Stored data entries
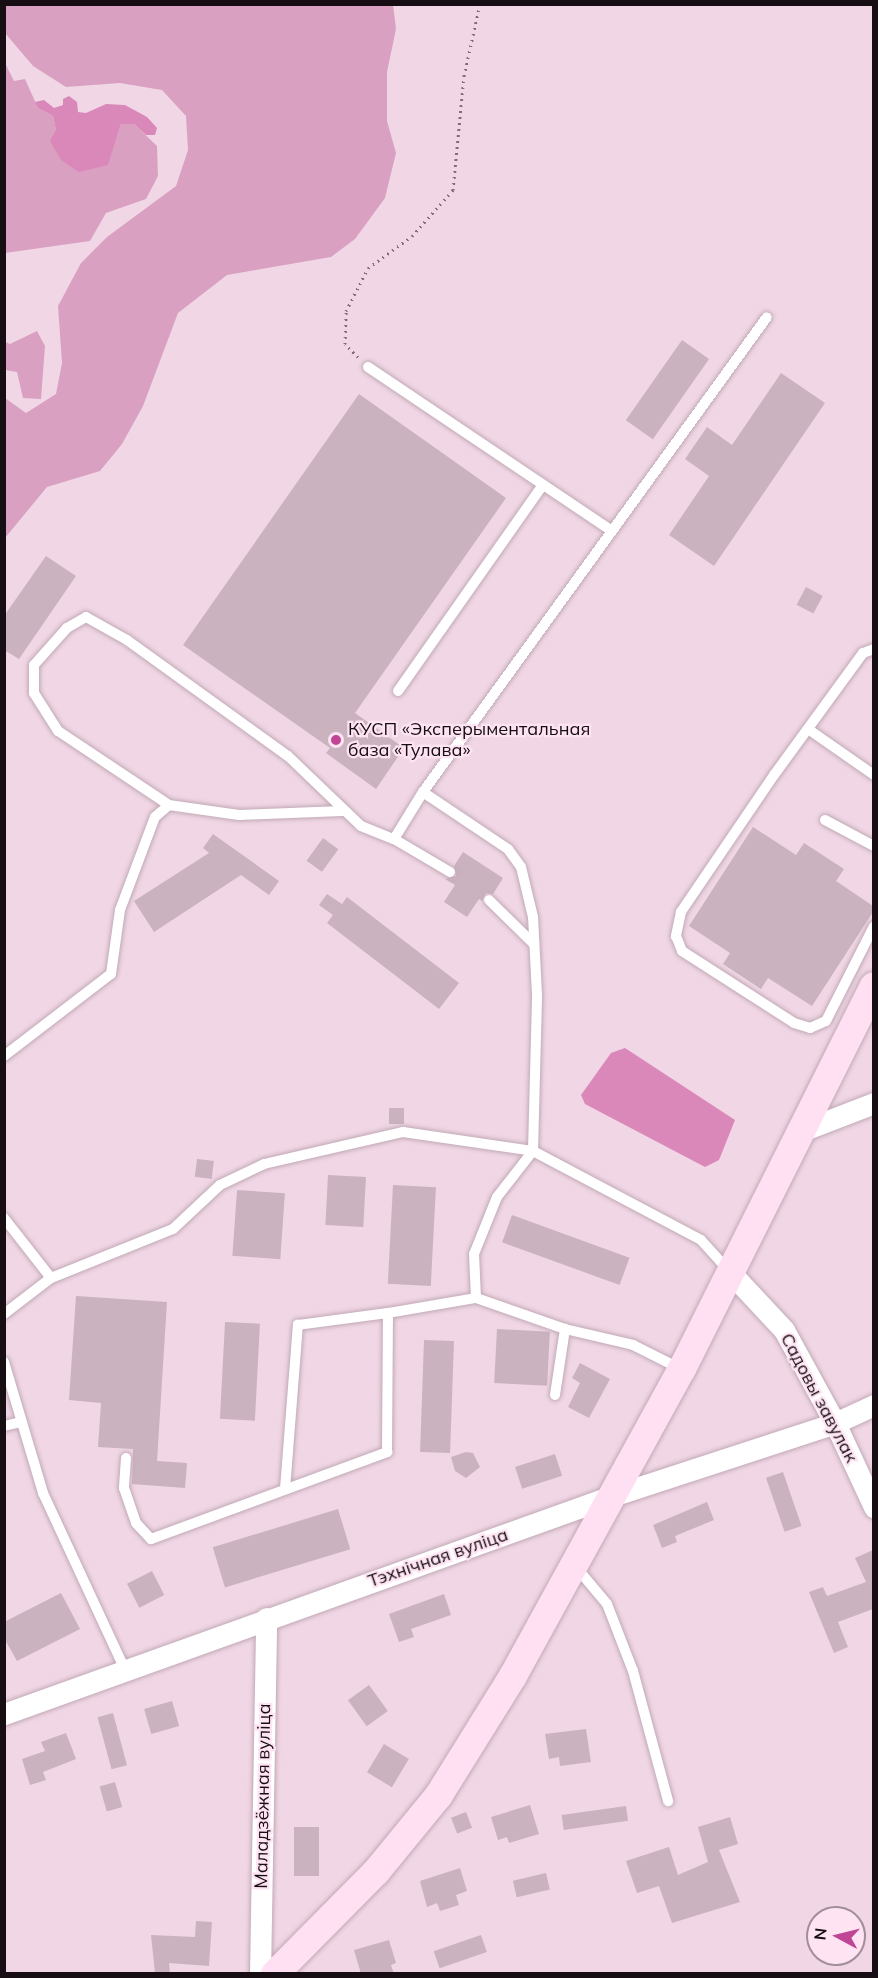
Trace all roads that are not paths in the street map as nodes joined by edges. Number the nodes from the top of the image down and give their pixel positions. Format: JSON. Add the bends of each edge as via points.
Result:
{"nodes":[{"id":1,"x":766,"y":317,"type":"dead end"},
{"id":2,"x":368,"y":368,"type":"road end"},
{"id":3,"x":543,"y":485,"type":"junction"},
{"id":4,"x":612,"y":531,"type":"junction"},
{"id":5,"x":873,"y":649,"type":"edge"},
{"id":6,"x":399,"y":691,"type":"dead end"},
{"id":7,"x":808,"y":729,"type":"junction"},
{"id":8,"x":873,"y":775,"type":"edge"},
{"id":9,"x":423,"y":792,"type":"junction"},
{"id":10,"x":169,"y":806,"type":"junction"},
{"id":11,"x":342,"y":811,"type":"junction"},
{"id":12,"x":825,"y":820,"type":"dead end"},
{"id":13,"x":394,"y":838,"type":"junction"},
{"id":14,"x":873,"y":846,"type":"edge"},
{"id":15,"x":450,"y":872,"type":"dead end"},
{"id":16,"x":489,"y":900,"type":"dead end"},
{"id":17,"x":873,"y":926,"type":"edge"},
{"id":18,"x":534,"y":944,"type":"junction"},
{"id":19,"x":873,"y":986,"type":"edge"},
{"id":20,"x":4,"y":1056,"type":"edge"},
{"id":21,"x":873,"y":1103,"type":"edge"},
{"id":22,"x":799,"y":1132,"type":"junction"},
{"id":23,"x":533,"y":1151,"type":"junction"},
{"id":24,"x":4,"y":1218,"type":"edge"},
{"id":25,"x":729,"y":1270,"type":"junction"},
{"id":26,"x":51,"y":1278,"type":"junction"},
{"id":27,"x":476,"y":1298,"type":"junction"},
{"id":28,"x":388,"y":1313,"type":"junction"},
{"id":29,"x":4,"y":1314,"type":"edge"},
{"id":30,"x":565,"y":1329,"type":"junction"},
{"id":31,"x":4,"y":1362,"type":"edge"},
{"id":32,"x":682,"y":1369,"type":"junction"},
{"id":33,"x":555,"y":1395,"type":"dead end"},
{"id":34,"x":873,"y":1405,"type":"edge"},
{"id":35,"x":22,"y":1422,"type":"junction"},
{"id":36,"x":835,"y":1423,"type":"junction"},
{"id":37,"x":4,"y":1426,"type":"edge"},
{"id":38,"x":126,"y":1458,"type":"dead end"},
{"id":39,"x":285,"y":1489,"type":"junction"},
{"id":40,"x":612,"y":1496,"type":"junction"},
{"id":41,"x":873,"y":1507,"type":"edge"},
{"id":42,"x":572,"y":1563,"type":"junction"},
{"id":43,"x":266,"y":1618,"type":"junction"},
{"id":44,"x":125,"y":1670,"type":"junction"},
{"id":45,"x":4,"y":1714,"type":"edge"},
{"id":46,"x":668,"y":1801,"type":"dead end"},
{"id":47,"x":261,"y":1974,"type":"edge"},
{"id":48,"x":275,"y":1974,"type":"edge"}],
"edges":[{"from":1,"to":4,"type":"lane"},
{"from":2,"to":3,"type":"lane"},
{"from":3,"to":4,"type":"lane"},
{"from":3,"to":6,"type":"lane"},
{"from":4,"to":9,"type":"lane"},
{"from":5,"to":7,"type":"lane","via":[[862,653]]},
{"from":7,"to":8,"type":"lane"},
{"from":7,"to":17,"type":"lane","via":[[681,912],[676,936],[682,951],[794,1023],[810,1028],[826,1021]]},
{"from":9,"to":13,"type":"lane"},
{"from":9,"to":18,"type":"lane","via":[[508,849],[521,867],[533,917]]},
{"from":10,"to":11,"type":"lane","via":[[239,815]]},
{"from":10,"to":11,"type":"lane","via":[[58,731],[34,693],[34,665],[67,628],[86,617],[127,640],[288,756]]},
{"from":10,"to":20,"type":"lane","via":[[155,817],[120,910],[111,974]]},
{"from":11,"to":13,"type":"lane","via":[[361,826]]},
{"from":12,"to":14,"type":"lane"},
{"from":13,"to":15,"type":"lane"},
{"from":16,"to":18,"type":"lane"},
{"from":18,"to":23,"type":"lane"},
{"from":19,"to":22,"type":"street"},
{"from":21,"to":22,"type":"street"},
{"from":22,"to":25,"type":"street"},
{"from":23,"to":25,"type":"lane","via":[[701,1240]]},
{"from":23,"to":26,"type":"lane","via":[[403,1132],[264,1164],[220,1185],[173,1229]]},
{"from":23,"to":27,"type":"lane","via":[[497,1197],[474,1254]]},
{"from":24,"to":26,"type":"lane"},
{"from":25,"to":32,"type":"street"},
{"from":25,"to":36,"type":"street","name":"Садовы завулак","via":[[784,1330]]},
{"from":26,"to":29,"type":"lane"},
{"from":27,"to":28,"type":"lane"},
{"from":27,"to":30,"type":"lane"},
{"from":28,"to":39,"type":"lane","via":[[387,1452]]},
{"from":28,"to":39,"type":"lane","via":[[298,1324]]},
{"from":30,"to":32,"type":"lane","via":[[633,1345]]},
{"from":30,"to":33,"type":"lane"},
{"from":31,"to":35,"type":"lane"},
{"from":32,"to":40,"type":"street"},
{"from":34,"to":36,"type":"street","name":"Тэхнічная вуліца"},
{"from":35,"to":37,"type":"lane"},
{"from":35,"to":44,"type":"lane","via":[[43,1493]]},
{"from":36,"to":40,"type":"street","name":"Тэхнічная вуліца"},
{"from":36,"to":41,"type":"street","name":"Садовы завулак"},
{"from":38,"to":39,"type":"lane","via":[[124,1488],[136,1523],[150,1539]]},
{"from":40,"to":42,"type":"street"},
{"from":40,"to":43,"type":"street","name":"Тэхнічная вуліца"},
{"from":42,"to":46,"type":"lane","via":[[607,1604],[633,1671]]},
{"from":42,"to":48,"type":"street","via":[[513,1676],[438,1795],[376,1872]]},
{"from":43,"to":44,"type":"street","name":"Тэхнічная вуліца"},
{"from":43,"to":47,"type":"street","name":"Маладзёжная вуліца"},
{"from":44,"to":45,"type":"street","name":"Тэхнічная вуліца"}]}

** Task statement **
Please output every record above exactly as written, leaving out the pictures.

** Exercise response **
Trace all roads that are not paths in the street map as nodes joined by edges. Number the nodes from the top of the image down and give their pixel positions. Format: JSON. Add the bends of each edge as via points.
Result:
{"nodes":[{"id":1,"x":766,"y":317,"type":"dead end"},
{"id":2,"x":368,"y":368,"type":"road end"},
{"id":3,"x":543,"y":485,"type":"junction"},
{"id":4,"x":612,"y":531,"type":"junction"},
{"id":5,"x":873,"y":649,"type":"edge"},
{"id":6,"x":399,"y":691,"type":"dead end"},
{"id":7,"x":808,"y":729,"type":"junction"},
{"id":8,"x":873,"y":775,"type":"edge"},
{"id":9,"x":423,"y":792,"type":"junction"},
{"id":10,"x":169,"y":806,"type":"junction"},
{"id":11,"x":342,"y":811,"type":"junction"},
{"id":12,"x":825,"y":820,"type":"dead end"},
{"id":13,"x":394,"y":838,"type":"junction"},
{"id":14,"x":873,"y":846,"type":"edge"},
{"id":15,"x":450,"y":872,"type":"dead end"},
{"id":16,"x":489,"y":900,"type":"dead end"},
{"id":17,"x":873,"y":926,"type":"edge"},
{"id":18,"x":534,"y":944,"type":"junction"},
{"id":19,"x":873,"y":986,"type":"edge"},
{"id":20,"x":4,"y":1056,"type":"edge"},
{"id":21,"x":873,"y":1103,"type":"edge"},
{"id":22,"x":799,"y":1132,"type":"junction"},
{"id":23,"x":533,"y":1151,"type":"junction"},
{"id":24,"x":4,"y":1218,"type":"edge"},
{"id":25,"x":729,"y":1270,"type":"junction"},
{"id":26,"x":51,"y":1278,"type":"junction"},
{"id":27,"x":476,"y":1298,"type":"junction"},
{"id":28,"x":388,"y":1313,"type":"junction"},
{"id":29,"x":4,"y":1314,"type":"edge"},
{"id":30,"x":565,"y":1329,"type":"junction"},
{"id":31,"x":4,"y":1362,"type":"edge"},
{"id":32,"x":682,"y":1369,"type":"junction"},
{"id":33,"x":555,"y":1395,"type":"dead end"},
{"id":34,"x":873,"y":1405,"type":"edge"},
{"id":35,"x":22,"y":1422,"type":"junction"},
{"id":36,"x":835,"y":1423,"type":"junction"},
{"id":37,"x":4,"y":1426,"type":"edge"},
{"id":38,"x":126,"y":1458,"type":"dead end"},
{"id":39,"x":285,"y":1489,"type":"junction"},
{"id":40,"x":612,"y":1496,"type":"junction"},
{"id":41,"x":873,"y":1507,"type":"edge"},
{"id":42,"x":572,"y":1563,"type":"junction"},
{"id":43,"x":266,"y":1618,"type":"junction"},
{"id":44,"x":125,"y":1670,"type":"junction"},
{"id":45,"x":4,"y":1714,"type":"edge"},
{"id":46,"x":668,"y":1801,"type":"dead end"},
{"id":47,"x":261,"y":1974,"type":"edge"},
{"id":48,"x":275,"y":1974,"type":"edge"}],
"edges":[{"from":1,"to":4,"type":"lane"},
{"from":2,"to":3,"type":"lane"},
{"from":3,"to":4,"type":"lane"},
{"from":3,"to":6,"type":"lane"},
{"from":4,"to":9,"type":"lane"},
{"from":5,"to":7,"type":"lane","via":[[862,653]]},
{"from":7,"to":8,"type":"lane"},
{"from":7,"to":17,"type":"lane","via":[[681,912],[676,936],[682,951],[794,1023],[810,1028],[826,1021]]},
{"from":9,"to":13,"type":"lane"},
{"from":9,"to":18,"type":"lane","via":[[508,849],[521,867],[533,917]]},
{"from":10,"to":11,"type":"lane","via":[[239,815]]},
{"from":10,"to":11,"type":"lane","via":[[58,731],[34,693],[34,665],[67,628],[86,617],[127,640],[288,756]]},
{"from":10,"to":20,"type":"lane","via":[[155,817],[120,910],[111,974]]},
{"from":11,"to":13,"type":"lane","via":[[361,826]]},
{"from":12,"to":14,"type":"lane"},
{"from":13,"to":15,"type":"lane"},
{"from":16,"to":18,"type":"lane"},
{"from":18,"to":23,"type":"lane"},
{"from":19,"to":22,"type":"street"},
{"from":21,"to":22,"type":"street"},
{"from":22,"to":25,"type":"street"},
{"from":23,"to":25,"type":"lane","via":[[701,1240]]},
{"from":23,"to":26,"type":"lane","via":[[403,1132],[264,1164],[220,1185],[173,1229]]},
{"from":23,"to":27,"type":"lane","via":[[497,1197],[474,1254]]},
{"from":24,"to":26,"type":"lane"},
{"from":25,"to":32,"type":"street"},
{"from":25,"to":36,"type":"street","name":"Садовы завулак","via":[[784,1330]]},
{"from":26,"to":29,"type":"lane"},
{"from":27,"to":28,"type":"lane"},
{"from":27,"to":30,"type":"lane"},
{"from":28,"to":39,"type":"lane","via":[[387,1452]]},
{"from":28,"to":39,"type":"lane","via":[[298,1324]]},
{"from":30,"to":32,"type":"lane","via":[[633,1345]]},
{"from":30,"to":33,"type":"lane"},
{"from":31,"to":35,"type":"lane"},
{"from":32,"to":40,"type":"street"},
{"from":34,"to":36,"type":"street","name":"Тэхнічная вуліца"},
{"from":35,"to":37,"type":"lane"},
{"from":35,"to":44,"type":"lane","via":[[43,1493]]},
{"from":36,"to":40,"type":"street","name":"Тэхнічная вуліца"},
{"from":36,"to":41,"type":"street","name":"Садовы завулак"},
{"from":38,"to":39,"type":"lane","via":[[124,1488],[136,1523],[150,1539]]},
{"from":40,"to":42,"type":"street"},
{"from":40,"to":43,"type":"street","name":"Тэхнічная вуліца"},
{"from":42,"to":46,"type":"lane","via":[[607,1604],[633,1671]]},
{"from":42,"to":48,"type":"street","via":[[513,1676],[438,1795],[376,1872]]},
{"from":43,"to":44,"type":"street","name":"Тэхнічная вуліца"},
{"from":43,"to":47,"type":"street","name":"Маладзёжная вуліца"},
{"from":44,"to":45,"type":"street","name":"Тэхнічная вуліца"}]}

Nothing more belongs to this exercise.